The rest of the map, including the barrows and Sharkey's Shipping, played out much as before. I still couldn't figure out how to get into the barrow with the swan and crown. Owing to a slight difference in exploration pattern, Athelwyn revealed herself and abandoned me in a slightly different location, but otherwise I was soon on to Bree.

Did the Witch of Cardolan survive the centuries by attacking a party of six people and a horse while unarmed?

Arriving on the third map, I had Frodo, Sam, Merry, Pippin, a pony, Druin the dwarf, and another hobbit named Nob Appledore, who I rescued from a cell in Sharkey's Shipping and seems to only exist for this game. We were all in pretty bad shape, so it didn't help that I was immediately set upon by wargs (who, in this game, look just like wolves). Everywhere I went, I was killed by packs of them, and it took a while before I found a way to thread past them and on to the city.

The day/night cycle mattered more in Bree than elsewhere, with certain shops only open during the day and many houses locked up at night. There were a couple places where I was attacked by Nazguls at night. I was surprised to find hobbit holes in the city--are they in the book?--but none of the occupants were very helpful.


Various NPCs had more rumors about Black Riders searching for me, Rangers fighting them, and bandits stealing horses. We wandered into Nob Appledore's house and he left me, but not before giving me something called "Durin's Pick," which I assume replaces the regular pick I already had.

At long last, I found a blacksmith where I could spend some of the hundreds of silver pieces I'd amassed. I bought chain mail and shields for both Frodo and Sam, who end up doing a lot of melee combat (Merry and Pippin have bows). But I was annoyed that the blacksmith wouldn't buy any of the extra daggers, gems, and other items I've been hauling around. I compounded the inventory problem by purchasing a "spiritcharm" and a gold ring just because they both sounded like things that will be useful.


The centerpiece of the city was, of course, the Prancing Pony, where I gave the name "Underhill" upon entering (unlike certain hobbits, I didn't say "B . . . Underhill. My name's Underhill" so unconvincingly it would have fooled no one). Aragorn, of course calling himself "Strider" at the moment, was hanging out in a corner. He told me to meet him in another room, and when I did, there was a little cut scene from the film and Aragorn joined my party, waving a broken blade around and spouting something about it being forged anew. I assume this is from the book.
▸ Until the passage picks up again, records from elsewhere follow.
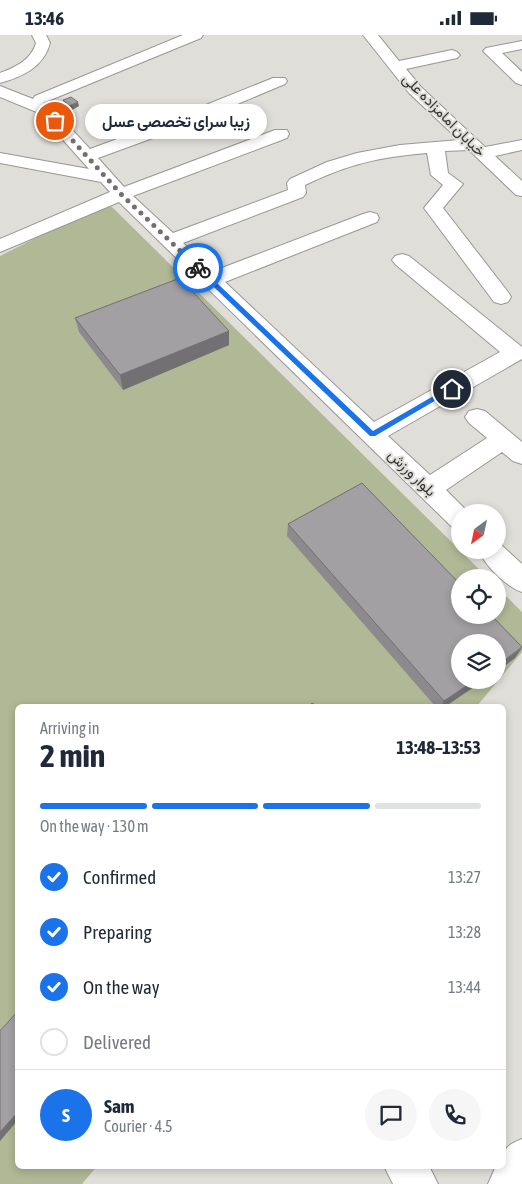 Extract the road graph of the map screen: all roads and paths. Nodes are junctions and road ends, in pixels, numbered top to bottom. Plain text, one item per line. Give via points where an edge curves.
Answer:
1 (40, 35) edge
2 (196, 35) edge
3 (370, 35) edge
4 (61, 37) dead end
5 (522, 45) edge
6 (452, 55) dead end
7 (37, 58) junction
8 (395, 67) junction
9 (0, 78) edge
10 (522, 80) edge
11 (280, 81) dead end
12 (0, 91) edge
13 (40, 93) junction
14 (281, 134) dead end
15 (522, 145) edge
16 (435, 146) junction
17 (478, 149) junction
18 (87, 156) junction
19 (0, 158) edge
20 (106, 178) junction
21 (522, 191) edge
22 (121, 194) junction
23 (370, 218) dead end
24 (170, 241) junction
25 (0, 246) edge
26 (402, 260) dead end
27 (210, 280) junction
28 (501, 297) junction
29 (522, 305) edge
30 (467, 313) junction
31 (477, 417) dead end
32 (372, 434) junction
33 (503, 439) junction
34 (522, 455) edge
35 (430, 489) junction
36 (451, 510) edge
37 (500, 559) edge
38 (522, 581) edge
39 (522, 1159) edge
40 (406, 1169) edge
41 (418, 1184) edge
42 (508, 1184) edge

1 - 7 street via 43,43
2 - 13 street
3 - 8 street, خیابان امامزاده علی
4 - 7 street
5 - 10 street via 491,51
6 - 8 street
7 - 9 street via 22,69
7 - 13 street
8 - 17 street, خیابان امامزاده علی
11 - 18 street
12 - 13 street
13 - 18 street, بلوار ورزش
14 - 22 street
15 - 17 street
16 - 17 street
16 - 24 street via 356,158 296,183 297,193
16 - 28 street via 440,175 454,184 433,208
17 - 21 street, خیابان امامزاده علی
18 - 20 street, بلوار ورزش
19 - 20 street
20 - 22 street, بلوار ورزش
22 - 24 street, بلوار ورزش
22 - 25 street
23 - 27 street
24 - 27 street, بلوار ورزش
26 - 30 street
27 - 32 street, بلوار ورزش
28 - 29 street
28 - 30 street
30 - 32 street via 515,353
31 - 33 street
32 - 35 street, بلوار ورزش
33 - 34 street
33 - 35 street
35 - 36 street, بلوار ورزش
37 - 38 street
39 - 42 street
40 - 41 street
Shortly after Aragorn joined, I ended my session. I think I've fully explored the city, but I want to make another pass at the NPCs, because there was a hint of a side quest I never fully got a bead on. Something to do with a resident named Bill Ferny stealing horses. I heard about him from some townsfolk, and when I entered the stables next to the Prancing Pony, I got a message that all the horses were gone. I suspect my horse was supposed to be among them, because when I entered the inn, the innkeeper said something about taking and stabling him, but for whatever reason the pony never left my side. I also never heard anything about Gandalf, so I want to ask all the residents about him as a keyword. Finally, there's a hobbit hole with a guy asking for a password, and I want to see if I can figure out what's going on with him.

After that, I still have the exterior of Bree to explore--perhaps I'll take another crack at those wargs, now that I have Aragorn--before moving on to, presumably, Weathertop or Rivendell.

The CD version of the game seems worth it for the interface improvements, and equally so for the sound. The original 1990 version had fairly primitive sound effects, but this one has some nice recorded effects, especially for combats, with daggers and swords swishing through the air, arrows finding their targets with a "thwack," wolves growling and yelping convincingly, barrow wights making a ghastly scream when they die, and so on. On the other hand, the video doesn't enhance the experience at all, especially since the characters in the animated film look nothing like the portraits in the game. Aragorn looks particularly awful in the movie, though perhaps I'm overly influenced by the Jackson films as to what he should look like.

I know I was a little down on the game in my last post, but I'm liking it more now that I feel more confident in the controls and gameplay mechanics. I look forward to what awaits the Fellowship next.


51 comments:

  1. I always liked Aragorn in the Bakshi film better because of John Hurt's voice-acting, but anyway; glad you´re keeping at it with this game! I´m excited to hear what awaits your party past Bree and whether Bill Ferney is expanded upon in the game.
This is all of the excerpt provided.